Preventing Workplace Violence

Workplace or occupational violence has become an increasingly serious problem throughout all segments of our society. It's the fastest growing form of murder in the USA. People used to resolve their differences by talking it out. Now they often resort to violence as an initial problem-solving technique.

Types of Workplace Violence

  • Third Party Intrusion into the Workplace
    The greatest potential for workplace violence occurs when a person who is not an employee of the business or company enters the workplace. This can be an estranged or recently divorced spouse, an ex-boyfriend or girlfriend, or an emotionally disturbed person.
  • Disgruntled Employees
    Disgruntled employees usually direct their acts of violence toward coworkers, supervisors, or managers. The motive is usually revenge for something that happened to them in the workplace that they are not happy about.
  • Miscellaneous Types of Workplace Violence
    Other less frequent types of workplace violence include terrorist hate crime and violence that takes place during the commission of a robbery or other commercial crime.

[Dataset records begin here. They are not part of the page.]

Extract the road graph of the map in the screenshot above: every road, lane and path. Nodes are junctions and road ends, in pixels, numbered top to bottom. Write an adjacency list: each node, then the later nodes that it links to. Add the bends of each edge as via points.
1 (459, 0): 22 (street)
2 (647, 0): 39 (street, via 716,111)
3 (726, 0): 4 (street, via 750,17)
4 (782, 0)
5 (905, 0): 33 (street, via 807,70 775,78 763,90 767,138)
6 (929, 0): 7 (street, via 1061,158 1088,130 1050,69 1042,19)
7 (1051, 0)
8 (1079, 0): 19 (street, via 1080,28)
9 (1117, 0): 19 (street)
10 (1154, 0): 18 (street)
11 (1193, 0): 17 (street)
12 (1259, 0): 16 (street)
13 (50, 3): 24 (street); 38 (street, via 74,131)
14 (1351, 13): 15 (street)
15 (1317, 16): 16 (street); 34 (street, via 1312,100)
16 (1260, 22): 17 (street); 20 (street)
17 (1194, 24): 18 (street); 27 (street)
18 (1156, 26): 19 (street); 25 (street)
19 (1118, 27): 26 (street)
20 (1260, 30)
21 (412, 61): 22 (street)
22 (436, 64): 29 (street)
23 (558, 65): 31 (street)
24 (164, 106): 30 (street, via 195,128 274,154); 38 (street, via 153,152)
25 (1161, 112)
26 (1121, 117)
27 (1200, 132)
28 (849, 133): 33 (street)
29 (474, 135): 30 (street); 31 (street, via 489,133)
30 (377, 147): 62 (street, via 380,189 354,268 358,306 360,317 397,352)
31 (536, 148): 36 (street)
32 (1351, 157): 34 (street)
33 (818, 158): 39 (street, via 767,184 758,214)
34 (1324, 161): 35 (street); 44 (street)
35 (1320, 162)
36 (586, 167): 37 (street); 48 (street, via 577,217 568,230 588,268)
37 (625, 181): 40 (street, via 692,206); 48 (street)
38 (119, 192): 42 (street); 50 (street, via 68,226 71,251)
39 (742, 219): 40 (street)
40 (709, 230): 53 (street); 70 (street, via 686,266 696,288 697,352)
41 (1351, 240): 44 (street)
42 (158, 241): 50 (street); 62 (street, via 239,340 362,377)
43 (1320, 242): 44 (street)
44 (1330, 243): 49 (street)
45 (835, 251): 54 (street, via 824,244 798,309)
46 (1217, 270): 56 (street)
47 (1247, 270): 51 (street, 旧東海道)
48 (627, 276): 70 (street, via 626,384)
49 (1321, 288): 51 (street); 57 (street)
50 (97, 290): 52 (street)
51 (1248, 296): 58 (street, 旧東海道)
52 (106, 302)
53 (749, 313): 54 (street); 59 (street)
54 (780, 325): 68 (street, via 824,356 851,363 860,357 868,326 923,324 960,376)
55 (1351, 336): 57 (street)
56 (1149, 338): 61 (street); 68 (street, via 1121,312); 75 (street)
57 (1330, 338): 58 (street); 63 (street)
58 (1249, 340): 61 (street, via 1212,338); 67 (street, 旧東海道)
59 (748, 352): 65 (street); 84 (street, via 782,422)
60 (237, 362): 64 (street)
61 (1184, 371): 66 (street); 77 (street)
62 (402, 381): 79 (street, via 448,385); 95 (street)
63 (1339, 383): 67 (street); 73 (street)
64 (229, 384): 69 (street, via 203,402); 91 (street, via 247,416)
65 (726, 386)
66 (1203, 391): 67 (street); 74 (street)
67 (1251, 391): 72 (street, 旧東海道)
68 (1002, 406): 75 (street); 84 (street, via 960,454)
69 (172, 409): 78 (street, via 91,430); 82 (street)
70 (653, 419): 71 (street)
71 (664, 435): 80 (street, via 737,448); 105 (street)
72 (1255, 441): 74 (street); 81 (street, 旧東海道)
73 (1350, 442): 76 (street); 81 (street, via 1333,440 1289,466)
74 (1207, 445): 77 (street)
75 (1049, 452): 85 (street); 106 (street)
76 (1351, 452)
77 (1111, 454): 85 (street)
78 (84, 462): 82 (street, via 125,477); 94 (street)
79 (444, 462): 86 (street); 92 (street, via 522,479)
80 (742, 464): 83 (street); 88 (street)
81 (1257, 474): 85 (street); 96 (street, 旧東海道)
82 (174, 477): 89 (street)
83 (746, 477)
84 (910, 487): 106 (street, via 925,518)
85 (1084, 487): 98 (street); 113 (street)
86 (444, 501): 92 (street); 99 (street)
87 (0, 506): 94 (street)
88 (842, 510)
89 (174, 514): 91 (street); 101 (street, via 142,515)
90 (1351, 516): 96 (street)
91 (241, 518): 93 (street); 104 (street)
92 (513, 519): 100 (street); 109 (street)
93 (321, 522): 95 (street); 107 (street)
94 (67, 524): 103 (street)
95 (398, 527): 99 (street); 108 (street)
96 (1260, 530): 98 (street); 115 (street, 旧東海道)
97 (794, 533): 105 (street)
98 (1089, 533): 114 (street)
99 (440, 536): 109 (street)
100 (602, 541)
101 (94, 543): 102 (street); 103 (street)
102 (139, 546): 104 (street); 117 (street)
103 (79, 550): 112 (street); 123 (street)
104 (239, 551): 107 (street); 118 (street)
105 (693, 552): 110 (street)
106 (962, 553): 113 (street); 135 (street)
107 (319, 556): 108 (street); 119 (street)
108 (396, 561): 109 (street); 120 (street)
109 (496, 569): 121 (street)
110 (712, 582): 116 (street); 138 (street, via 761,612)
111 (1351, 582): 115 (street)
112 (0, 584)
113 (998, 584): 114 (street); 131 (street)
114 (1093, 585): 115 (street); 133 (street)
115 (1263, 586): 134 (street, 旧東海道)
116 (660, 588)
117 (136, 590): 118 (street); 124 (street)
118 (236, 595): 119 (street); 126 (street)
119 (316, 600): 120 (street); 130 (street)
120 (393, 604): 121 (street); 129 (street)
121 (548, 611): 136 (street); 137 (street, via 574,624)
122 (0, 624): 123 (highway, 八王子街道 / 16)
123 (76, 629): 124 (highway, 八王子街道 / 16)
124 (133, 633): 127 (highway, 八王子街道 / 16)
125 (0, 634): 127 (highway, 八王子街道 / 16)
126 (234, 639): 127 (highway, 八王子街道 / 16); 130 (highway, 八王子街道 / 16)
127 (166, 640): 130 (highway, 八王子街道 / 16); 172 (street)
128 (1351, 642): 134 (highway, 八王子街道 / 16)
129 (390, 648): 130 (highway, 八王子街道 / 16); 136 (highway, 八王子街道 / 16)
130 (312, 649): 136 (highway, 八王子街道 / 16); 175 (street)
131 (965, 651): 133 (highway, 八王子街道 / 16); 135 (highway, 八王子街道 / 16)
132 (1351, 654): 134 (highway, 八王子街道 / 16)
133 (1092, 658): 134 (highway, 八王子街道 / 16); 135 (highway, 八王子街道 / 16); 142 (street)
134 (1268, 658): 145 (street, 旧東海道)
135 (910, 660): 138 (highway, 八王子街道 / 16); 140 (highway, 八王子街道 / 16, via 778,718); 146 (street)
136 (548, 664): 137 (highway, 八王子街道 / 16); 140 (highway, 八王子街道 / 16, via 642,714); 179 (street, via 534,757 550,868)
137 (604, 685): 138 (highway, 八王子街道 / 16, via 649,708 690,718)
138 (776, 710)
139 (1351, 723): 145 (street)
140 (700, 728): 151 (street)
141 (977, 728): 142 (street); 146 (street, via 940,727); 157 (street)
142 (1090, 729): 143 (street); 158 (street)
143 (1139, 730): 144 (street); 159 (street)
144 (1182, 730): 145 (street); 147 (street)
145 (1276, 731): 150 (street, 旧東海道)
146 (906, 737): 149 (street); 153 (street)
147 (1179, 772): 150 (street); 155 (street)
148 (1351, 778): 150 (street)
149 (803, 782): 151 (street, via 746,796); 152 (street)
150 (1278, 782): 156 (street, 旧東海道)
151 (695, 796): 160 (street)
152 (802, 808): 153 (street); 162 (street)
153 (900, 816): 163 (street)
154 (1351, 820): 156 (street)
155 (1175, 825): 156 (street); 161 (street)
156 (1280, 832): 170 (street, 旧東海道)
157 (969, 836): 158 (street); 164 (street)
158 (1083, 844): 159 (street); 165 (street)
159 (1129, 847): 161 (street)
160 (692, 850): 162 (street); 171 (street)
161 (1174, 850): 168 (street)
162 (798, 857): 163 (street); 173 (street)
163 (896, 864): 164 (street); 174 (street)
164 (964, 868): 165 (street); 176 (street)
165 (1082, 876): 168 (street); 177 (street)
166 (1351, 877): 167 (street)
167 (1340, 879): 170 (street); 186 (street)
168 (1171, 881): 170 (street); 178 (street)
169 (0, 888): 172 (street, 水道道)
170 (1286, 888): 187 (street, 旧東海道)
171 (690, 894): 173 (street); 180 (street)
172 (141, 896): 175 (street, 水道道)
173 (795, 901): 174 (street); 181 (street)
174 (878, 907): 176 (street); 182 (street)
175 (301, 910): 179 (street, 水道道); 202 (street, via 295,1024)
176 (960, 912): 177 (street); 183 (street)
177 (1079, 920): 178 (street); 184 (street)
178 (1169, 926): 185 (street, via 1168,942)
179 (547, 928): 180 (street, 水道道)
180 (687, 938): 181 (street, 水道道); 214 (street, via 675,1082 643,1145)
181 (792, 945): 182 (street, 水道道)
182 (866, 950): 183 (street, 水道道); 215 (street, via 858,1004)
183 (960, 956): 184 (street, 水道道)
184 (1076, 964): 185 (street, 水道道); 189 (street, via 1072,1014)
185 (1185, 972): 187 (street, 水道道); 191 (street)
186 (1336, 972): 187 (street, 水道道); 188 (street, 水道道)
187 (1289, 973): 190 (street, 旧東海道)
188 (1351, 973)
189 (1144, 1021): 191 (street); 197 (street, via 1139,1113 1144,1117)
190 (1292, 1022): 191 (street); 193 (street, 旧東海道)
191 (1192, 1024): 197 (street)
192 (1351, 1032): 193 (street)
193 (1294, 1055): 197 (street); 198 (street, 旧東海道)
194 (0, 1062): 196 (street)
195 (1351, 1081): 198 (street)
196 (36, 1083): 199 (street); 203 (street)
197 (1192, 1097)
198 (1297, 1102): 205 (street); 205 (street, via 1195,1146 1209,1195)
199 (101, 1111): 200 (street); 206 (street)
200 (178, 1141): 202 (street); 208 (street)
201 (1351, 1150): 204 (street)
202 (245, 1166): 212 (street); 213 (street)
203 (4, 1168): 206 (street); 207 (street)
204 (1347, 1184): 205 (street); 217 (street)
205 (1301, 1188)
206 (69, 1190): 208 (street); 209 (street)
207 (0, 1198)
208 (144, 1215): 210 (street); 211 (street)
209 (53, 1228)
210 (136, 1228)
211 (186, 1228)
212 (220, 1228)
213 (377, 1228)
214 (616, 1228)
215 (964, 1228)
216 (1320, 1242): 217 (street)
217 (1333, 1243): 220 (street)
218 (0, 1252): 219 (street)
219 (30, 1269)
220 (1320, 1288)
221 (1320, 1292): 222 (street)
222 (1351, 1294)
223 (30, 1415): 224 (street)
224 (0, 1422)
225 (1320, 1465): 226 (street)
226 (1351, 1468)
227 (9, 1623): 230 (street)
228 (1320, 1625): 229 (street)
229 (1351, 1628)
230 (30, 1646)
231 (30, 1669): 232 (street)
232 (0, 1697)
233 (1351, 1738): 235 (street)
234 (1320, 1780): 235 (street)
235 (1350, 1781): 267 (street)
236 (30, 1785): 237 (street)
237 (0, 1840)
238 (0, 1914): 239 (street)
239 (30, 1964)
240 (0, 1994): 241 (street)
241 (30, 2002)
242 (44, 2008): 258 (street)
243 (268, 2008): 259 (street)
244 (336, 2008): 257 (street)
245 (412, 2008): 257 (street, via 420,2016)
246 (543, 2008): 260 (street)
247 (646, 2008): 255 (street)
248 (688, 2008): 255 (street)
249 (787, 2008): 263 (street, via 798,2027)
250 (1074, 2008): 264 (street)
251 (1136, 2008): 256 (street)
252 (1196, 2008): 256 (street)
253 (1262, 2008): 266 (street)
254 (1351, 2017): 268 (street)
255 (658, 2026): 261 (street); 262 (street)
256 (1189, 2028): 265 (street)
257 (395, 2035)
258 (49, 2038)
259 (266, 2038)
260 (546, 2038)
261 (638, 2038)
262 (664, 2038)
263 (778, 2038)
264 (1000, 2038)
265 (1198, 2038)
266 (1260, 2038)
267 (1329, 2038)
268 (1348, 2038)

Ways to Prevent Workplace Violence

  • Third Party Intrusion into the Workplace
    1. Although it can be a very sensitive subject and a personal issue, employees should be encouraged to notify their supervisors whenever they experience domestic conflict, abuse, or misdirected affection.
    2. Obtain an Exparte Order of Protection (Call the Circuit Clerk at 868-4074 for more information about a Protection Order). Notify supervisors and security that you have obtained an Exparte Order of Protection.
    3. A monitored duress alarm may be installed in the work area of the individual who is threatened.
    4. Security escorts should be provided for the threatened employee to and from his/her vehicle.
  • Disgruntled Employees
    1. A clearly written companywide policy should be developed that prohibits intimidation and harassment in the workplace.
    2. A policy addressing zero tolerance for weapons, except for security, should also be developed.
    3. Encourage employees to report incidents of violence, harassment, intimidation, and threatened violence to superiors and/or the company security department.
    4. Employees should be trained to recognize and report warning signs or "red flags" in the behavior or circumstances of coworkers that may lead to workplace violence.
    5. Employment procedures should include a thorough background check, including criminal history and previous employment, of prospective employees.
    6. Insure that all employees are aware of available counseling and employee assistance programs.
    7. Provide a work environment that includes benevolent rather than authoritarian management, predictable supervision, value for the dignity of the employee, and reasonable work demands or requirements.
    8. In cooperation with local law enforcement and/or the security department, evaluate access control (consider a CPTED Security Survey), security, and emergency response procedures.
    9. Minimize workplace stress by minimizing labor/management disputes, understaffing, unsafe conditions, excessive demands for output, or other factors that contribute to workplace stress.
    10. When threats or implied threats are reported or made known, the company or business should have a team of professionals that pull together to analyze risk factors and plan a course of action.

This type of violence is growing at a very fast rate, in part due to a lack of planning and policies at many companies. Consider the above tips to minimize your risk of workplace violence.